--- START ---

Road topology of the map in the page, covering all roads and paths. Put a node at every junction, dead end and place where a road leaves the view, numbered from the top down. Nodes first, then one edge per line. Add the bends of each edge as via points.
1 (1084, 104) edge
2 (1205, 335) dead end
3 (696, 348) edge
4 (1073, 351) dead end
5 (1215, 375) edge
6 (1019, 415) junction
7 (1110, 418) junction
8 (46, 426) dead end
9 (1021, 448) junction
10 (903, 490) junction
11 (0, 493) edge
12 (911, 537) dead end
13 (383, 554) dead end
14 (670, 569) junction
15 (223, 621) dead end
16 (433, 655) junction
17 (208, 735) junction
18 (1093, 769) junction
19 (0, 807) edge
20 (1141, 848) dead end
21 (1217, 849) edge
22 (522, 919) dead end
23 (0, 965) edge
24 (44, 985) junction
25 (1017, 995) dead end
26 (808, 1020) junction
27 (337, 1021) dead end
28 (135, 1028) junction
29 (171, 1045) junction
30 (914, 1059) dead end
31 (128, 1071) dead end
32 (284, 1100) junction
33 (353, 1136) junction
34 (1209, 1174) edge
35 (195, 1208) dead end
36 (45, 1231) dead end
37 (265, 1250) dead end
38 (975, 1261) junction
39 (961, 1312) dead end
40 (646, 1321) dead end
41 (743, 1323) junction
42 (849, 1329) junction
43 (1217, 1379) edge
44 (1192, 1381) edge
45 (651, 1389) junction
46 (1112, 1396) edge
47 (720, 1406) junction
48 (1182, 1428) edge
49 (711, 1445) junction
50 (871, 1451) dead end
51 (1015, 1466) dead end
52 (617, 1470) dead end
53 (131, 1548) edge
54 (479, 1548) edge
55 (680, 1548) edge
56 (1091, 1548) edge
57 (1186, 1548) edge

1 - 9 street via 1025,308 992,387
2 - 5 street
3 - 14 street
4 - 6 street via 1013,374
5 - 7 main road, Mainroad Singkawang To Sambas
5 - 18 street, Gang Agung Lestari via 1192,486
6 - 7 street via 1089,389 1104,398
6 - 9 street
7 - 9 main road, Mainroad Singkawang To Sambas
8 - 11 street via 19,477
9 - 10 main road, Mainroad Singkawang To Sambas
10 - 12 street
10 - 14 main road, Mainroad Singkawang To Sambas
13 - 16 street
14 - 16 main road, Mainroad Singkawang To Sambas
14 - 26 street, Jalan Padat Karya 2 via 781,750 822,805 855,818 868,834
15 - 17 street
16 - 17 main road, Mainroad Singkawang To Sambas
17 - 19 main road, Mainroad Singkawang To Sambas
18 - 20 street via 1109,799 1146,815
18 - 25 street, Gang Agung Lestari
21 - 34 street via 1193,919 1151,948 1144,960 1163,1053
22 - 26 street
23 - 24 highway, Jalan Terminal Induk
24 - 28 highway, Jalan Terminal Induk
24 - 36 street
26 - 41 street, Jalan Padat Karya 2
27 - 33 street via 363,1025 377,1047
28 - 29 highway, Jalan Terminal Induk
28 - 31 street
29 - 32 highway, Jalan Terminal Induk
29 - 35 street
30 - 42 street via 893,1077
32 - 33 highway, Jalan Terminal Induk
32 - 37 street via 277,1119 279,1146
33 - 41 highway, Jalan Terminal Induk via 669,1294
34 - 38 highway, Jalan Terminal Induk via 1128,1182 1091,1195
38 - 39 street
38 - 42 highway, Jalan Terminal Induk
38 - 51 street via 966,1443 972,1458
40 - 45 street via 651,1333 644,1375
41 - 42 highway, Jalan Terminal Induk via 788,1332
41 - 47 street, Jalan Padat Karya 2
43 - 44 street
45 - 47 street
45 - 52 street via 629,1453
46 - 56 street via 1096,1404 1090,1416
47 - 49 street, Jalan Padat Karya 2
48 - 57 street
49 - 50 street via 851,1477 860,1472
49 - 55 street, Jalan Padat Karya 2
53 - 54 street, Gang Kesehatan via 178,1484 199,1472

--- END ---

Write out every entry exactly as it appears.

■ REPLY TO THE EXERCISE
Road topology of the map in the page, covering all roads and paths. Put a node at every junction, dead end and place where a road leaves the view, numbered from the top down. Nodes first, then one edge per line. Add the bends of each edge as via points.
1 (1084, 104) edge
2 (1205, 335) dead end
3 (696, 348) edge
4 (1073, 351) dead end
5 (1215, 375) edge
6 (1019, 415) junction
7 (1110, 418) junction
8 (46, 426) dead end
9 (1021, 448) junction
10 (903, 490) junction
11 (0, 493) edge
12 (911, 537) dead end
13 (383, 554) dead end
14 (670, 569) junction
15 (223, 621) dead end
16 (433, 655) junction
17 (208, 735) junction
18 (1093, 769) junction
19 (0, 807) edge
20 (1141, 848) dead end
21 (1217, 849) edge
22 (522, 919) dead end
23 (0, 965) edge
24 (44, 985) junction
25 (1017, 995) dead end
26 (808, 1020) junction
27 (337, 1021) dead end
28 (135, 1028) junction
29 (171, 1045) junction
30 (914, 1059) dead end
31 (128, 1071) dead end
32 (284, 1100) junction
33 (353, 1136) junction
34 (1209, 1174) edge
35 (195, 1208) dead end
36 (45, 1231) dead end
37 (265, 1250) dead end
38 (975, 1261) junction
39 (961, 1312) dead end
40 (646, 1321) dead end
41 (743, 1323) junction
42 (849, 1329) junction
43 (1217, 1379) edge
44 (1192, 1381) edge
45 (651, 1389) junction
46 (1112, 1396) edge
47 (720, 1406) junction
48 (1182, 1428) edge
49 (711, 1445) junction
50 (871, 1451) dead end
51 (1015, 1466) dead end
52 (617, 1470) dead end
53 (131, 1548) edge
54 (479, 1548) edge
55 (680, 1548) edge
56 (1091, 1548) edge
57 (1186, 1548) edge

1 - 9 street via 1025,308 992,387
2 - 5 street
3 - 14 street
4 - 6 street via 1013,374
5 - 7 main road, Mainroad Singkawang To Sambas
5 - 18 street, Gang Agung Lestari via 1192,486
6 - 7 street via 1089,389 1104,398
6 - 9 street
7 - 9 main road, Mainroad Singkawang To Sambas
8 - 11 street via 19,477
9 - 10 main road, Mainroad Singkawang To Sambas
10 - 12 street
10 - 14 main road, Mainroad Singkawang To Sambas
13 - 16 street
14 - 16 main road, Mainroad Singkawang To Sambas
14 - 26 street, Jalan Padat Karya 2 via 781,750 822,805 855,818 868,834
15 - 17 street
16 - 17 main road, Mainroad Singkawang To Sambas
17 - 19 main road, Mainroad Singkawang To Sambas
18 - 20 street via 1109,799 1146,815
18 - 25 street, Gang Agung Lestari
21 - 34 street via 1193,919 1151,948 1144,960 1163,1053
22 - 26 street
23 - 24 highway, Jalan Terminal Induk
24 - 28 highway, Jalan Terminal Induk
24 - 36 street
26 - 41 street, Jalan Padat Karya 2
27 - 33 street via 363,1025 377,1047
28 - 29 highway, Jalan Terminal Induk
28 - 31 street
29 - 32 highway, Jalan Terminal Induk
29 - 35 street
30 - 42 street via 893,1077
32 - 33 highway, Jalan Terminal Induk
32 - 37 street via 277,1119 279,1146
33 - 41 highway, Jalan Terminal Induk via 669,1294
34 - 38 highway, Jalan Terminal Induk via 1128,1182 1091,1195
38 - 39 street
38 - 42 highway, Jalan Terminal Induk
38 - 51 street via 966,1443 972,1458
40 - 45 street via 651,1333 644,1375
41 - 42 highway, Jalan Terminal Induk via 788,1332
41 - 47 street, Jalan Padat Karya 2
43 - 44 street
45 - 47 street
45 - 52 street via 629,1453
46 - 56 street via 1096,1404 1090,1416
47 - 49 street, Jalan Padat Karya 2
48 - 57 street
49 - 50 street via 851,1477 860,1472
49 - 55 street, Jalan Padat Karya 2
53 - 54 street, Gang Kesehatan via 178,1484 199,1472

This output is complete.